THE INPUT
"""
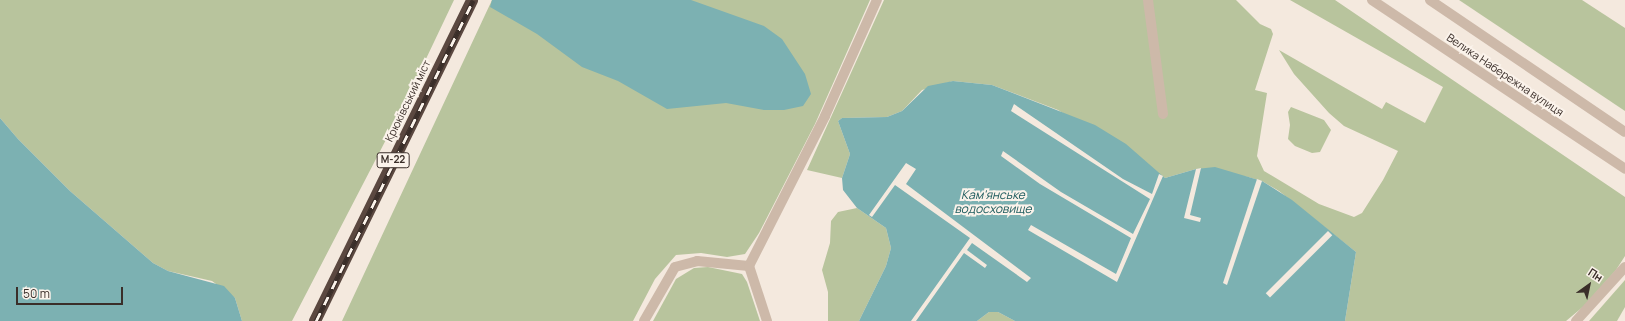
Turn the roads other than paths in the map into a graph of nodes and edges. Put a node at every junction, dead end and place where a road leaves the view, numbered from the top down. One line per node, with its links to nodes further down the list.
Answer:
1 (472, 0): 11 (highway, Крюківський міст / М-22)
2 (877, 0): 9 (street)
3 (1148, 0): 6 (street)
4 (1372, 0): 8 (street, Велика Набережна вулиця)
5 (1430, 0): 7 (street, Велика Набережна вулиця)
6 (1163, 114)
7 (1625, 132)
8 (1625, 169)
9 (749, 266): 12 (street); 13 (street)
10 (1625, 267): 14 (street)
11 (315, 321)
12 (644, 321)
13 (767, 321)
14 (1576, 321)

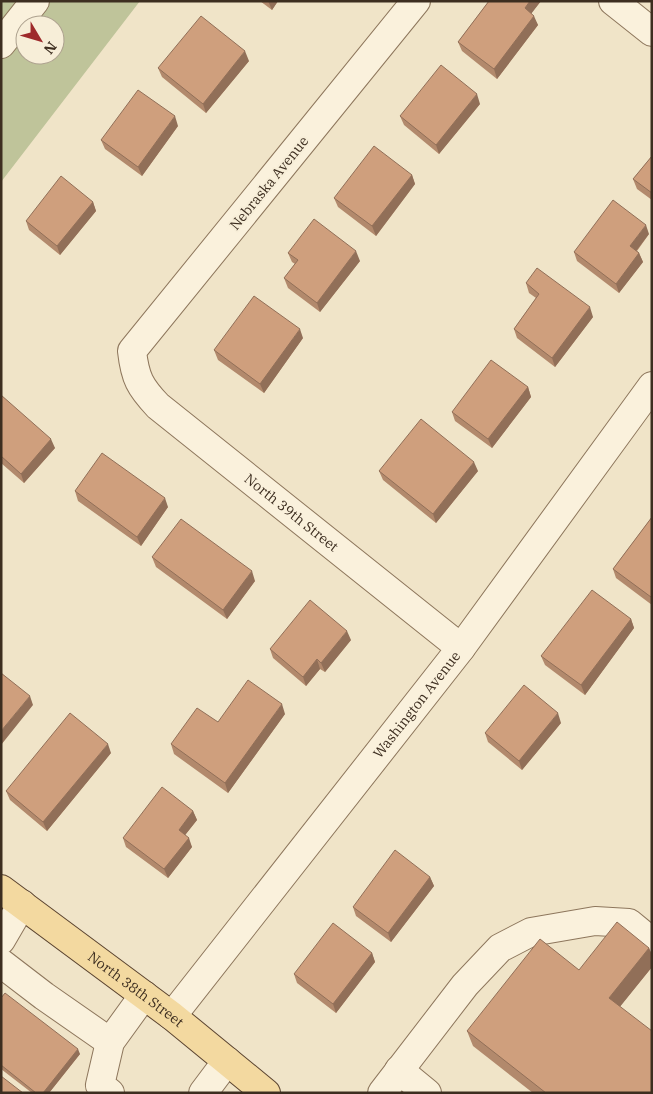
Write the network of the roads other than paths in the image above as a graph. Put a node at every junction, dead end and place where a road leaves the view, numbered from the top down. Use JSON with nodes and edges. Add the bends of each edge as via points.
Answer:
{"nodes":[{"id":1,"x":34,"y":1,"type":"edge"},
{"id":2,"x":416,"y":1,"type":"edge"},
{"id":3,"x":613,"y":1,"type":"edge"},
{"id":4,"x":652,"y":32,"type":"edge"},
{"id":5,"x":1,"y":44,"type":"edge"},
{"id":6,"x":134,"y":368,"type":"joint"},
{"id":7,"x":652,"y":386,"type":"edge"},
{"id":8,"x":461,"y":648,"type":"junction"},
{"id":9,"x":12,"y":897,"type":"edge"},
{"id":10,"x":1,"y":940,"type":"edge"},
{"id":11,"x":652,"y":942,"type":"edge"},
{"id":12,"x":1,"y":963,"type":"edge"},
{"id":13,"x":144,"y":995,"type":"junction"},
{"id":14,"x":172,"y":1016,"type":"junction"},
{"id":15,"x":110,"y":1042,"type":"junction"},
{"id":16,"x":227,"y":1061,"type":"junction"},
{"id":17,"x":399,"y":1070,"type":"junction"},
{"id":18,"x":110,"y":1093,"type":"edge"},
{"id":19,"x":203,"y":1093,"type":"edge"},
{"id":20,"x":266,"y":1093,"type":"edge"},
{"id":21,"x":382,"y":1093,"type":"edge"},
{"id":22,"x":427,"y":1093,"type":"edge"}],
"edges":[{"from":1,"to":5,"type":"street"},
{"from":2,"to":6,"type":"street","name":"Nebraska Avenue","via":[[132,351]]},
{"from":3,"to":4,"type":"street"},
{"from":6,"to":8,"type":"street","name":"North 39th Street","via":[[145,393],[158,406]]},
{"from":7,"to":8,"type":"street","name":"Washington Avenue"},
{"from":8,"to":14,"type":"street","name":"Washington Avenue"},
{"from":9,"to":10,"type":"street"},
{"from":9,"to":13,"type":"main road","name":"North 38th Street"},
{"from":11,"to":17,"type":"street","via":[[629,923],[595,921],[531,932],[500,948],[465,985]]},
{"from":12,"to":15,"type":"street"},
{"from":13,"to":14,"type":"main road","name":"North 38th Street"},
{"from":13,"to":15,"type":"street"},
{"from":14,"to":16,"type":"main road","name":"North 38th Street"},
{"from":15,"to":18,"type":"street","via":[[100,1085]]},
{"from":16,"to":19,"type":"street"},
{"from":16,"to":20,"type":"main road","name":"North 38th Street"},
{"from":17,"to":21,"type":"street"},
{"from":17,"to":22,"type":"street"}]}
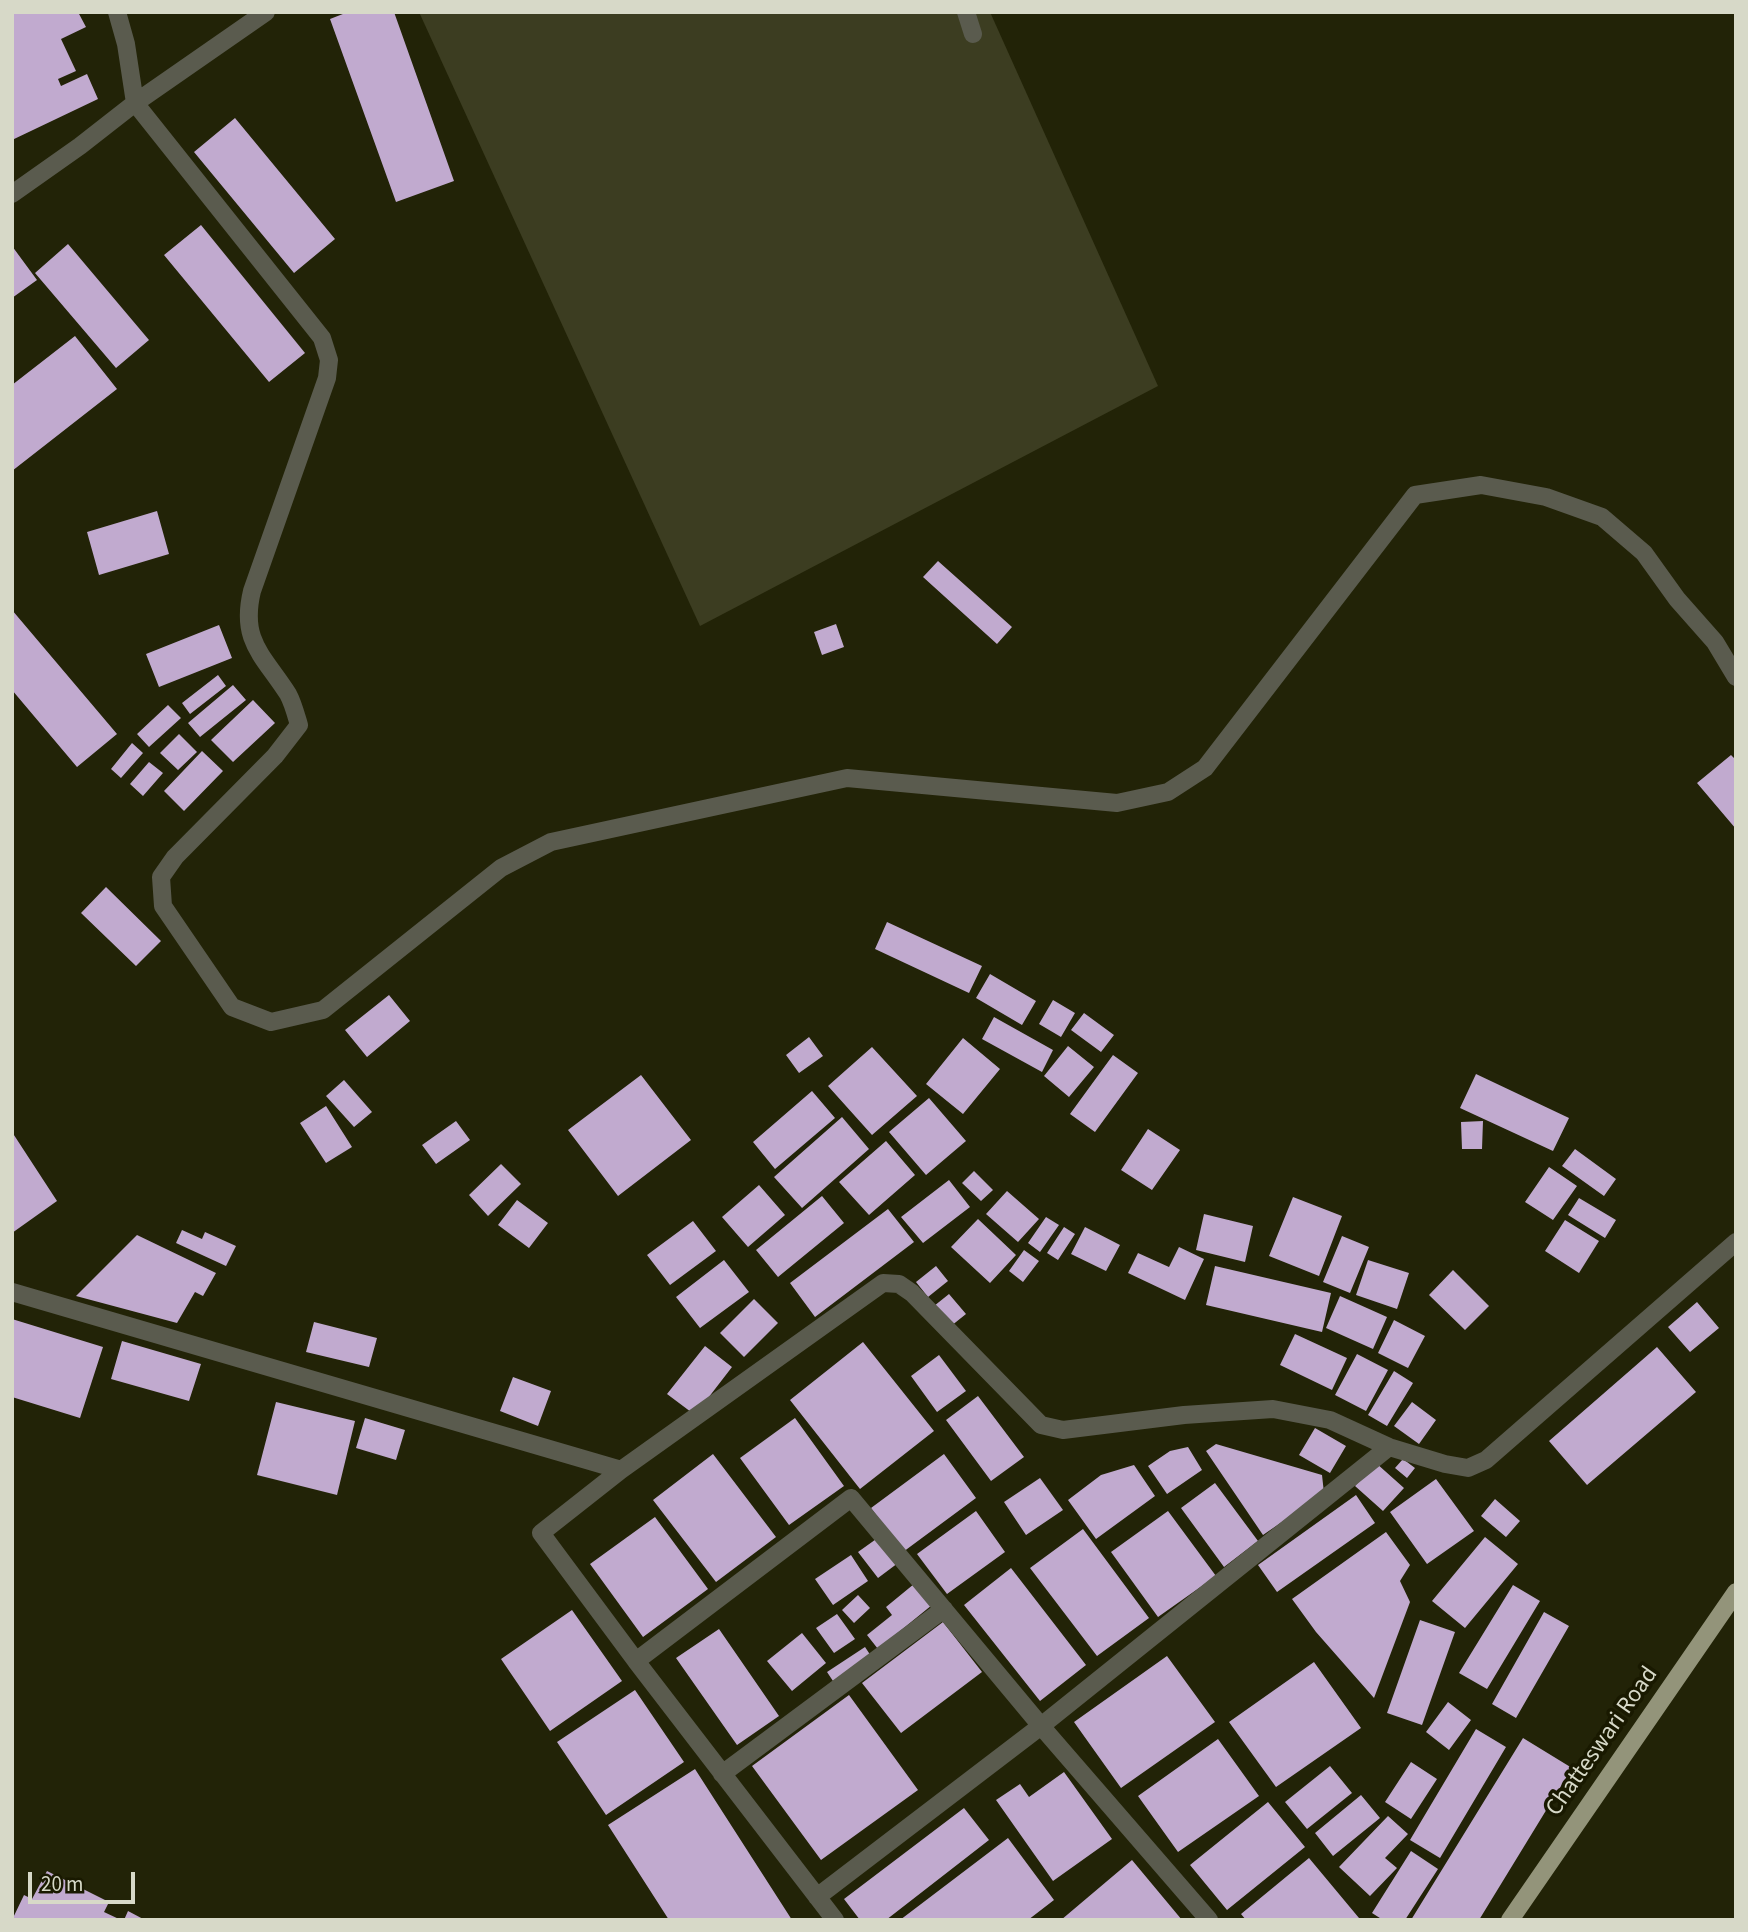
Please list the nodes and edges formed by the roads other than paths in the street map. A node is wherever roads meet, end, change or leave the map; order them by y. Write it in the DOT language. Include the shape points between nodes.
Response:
"""
THE TASK
Every line of the material must be repeated exactly; pictures stay out.

EXPECTED ANSWER
Turn the roads other than paths in the map into a graph of nodes and edges. Put a node at every junction, dead end and place where a road leaves the view, numbered from the top down. One line per node, with its links to nodes further down the list.
Answer:
1 (472, 0): 11 (highway, Крюківський міст / М-22)
2 (877, 0): 9 (street)
3 (1148, 0): 6 (street)
4 (1372, 0): 8 (street, Велика Набережна вулиця)
5 (1430, 0): 7 (street, Велика Набережна вулиця)
6 (1163, 114)
7 (1625, 132)
8 (1625, 169)
9 (749, 266): 12 (street); 13 (street)
10 (1625, 267): 14 (street)
11 (315, 321)
12 (644, 321)
13 (767, 321)
14 (1576, 321)

Write the network of the roads other than paths in the image above as a graph. Put a node at every junction, dead end and place where a road leaves the view, numbered from the top down. Use JSON with nodes and edges. Add the bends of each edge as via points.
Answer:
{"nodes":[{"id":1,"x":34,"y":1,"type":"edge"},
{"id":2,"x":416,"y":1,"type":"edge"},
{"id":3,"x":613,"y":1,"type":"edge"},
{"id":4,"x":652,"y":32,"type":"edge"},
{"id":5,"x":1,"y":44,"type":"edge"},
{"id":6,"x":134,"y":368,"type":"joint"},
{"id":7,"x":652,"y":386,"type":"edge"},
{"id":8,"x":461,"y":648,"type":"junction"},
{"id":9,"x":12,"y":897,"type":"edge"},
{"id":10,"x":1,"y":940,"type":"edge"},
{"id":11,"x":652,"y":942,"type":"edge"},
{"id":12,"x":1,"y":963,"type":"edge"},
{"id":13,"x":144,"y":995,"type":"junction"},
{"id":14,"x":172,"y":1016,"type":"junction"},
{"id":15,"x":110,"y":1042,"type":"junction"},
{"id":16,"x":227,"y":1061,"type":"junction"},
{"id":17,"x":399,"y":1070,"type":"junction"},
{"id":18,"x":110,"y":1093,"type":"edge"},
{"id":19,"x":203,"y":1093,"type":"edge"},
{"id":20,"x":266,"y":1093,"type":"edge"},
{"id":21,"x":382,"y":1093,"type":"edge"},
{"id":22,"x":427,"y":1093,"type":"edge"}],
"edges":[{"from":1,"to":5,"type":"street"},
{"from":2,"to":6,"type":"street","name":"Nebraska Avenue","via":[[132,351]]},
{"from":3,"to":4,"type":"street"},
{"from":6,"to":8,"type":"street","name":"North 39th Street","via":[[145,393],[158,406]]},
{"from":7,"to":8,"type":"street","name":"Washington Avenue"},
{"from":8,"to":14,"type":"street","name":"Washington Avenue"},
{"from":9,"to":10,"type":"street"},
{"from":9,"to":13,"type":"main road","name":"North 38th Street"},
{"from":11,"to":17,"type":"street","via":[[629,923],[595,921],[531,932],[500,948],[465,985]]},
{"from":12,"to":15,"type":"street"},
{"from":13,"to":14,"type":"main road","name":"North 38th Street"},
{"from":13,"to":15,"type":"street"},
{"from":14,"to":16,"type":"main road","name":"North 38th Street"},
{"from":15,"to":18,"type":"street","via":[[100,1085]]},
{"from":16,"to":19,"type":"street"},
{"from":16,"to":20,"type":"main road","name":"North 38th Street"},
{"from":17,"to":21,"type":"street"},
{"from":17,"to":22,"type":"street"}]}
Please list the nodes and edges formed by the roads other than paths in the street map. A node is wherever roads meet, end, change or leave the map; order them by y. Write it in the DOT language. Include the shape points between nodes.
Response:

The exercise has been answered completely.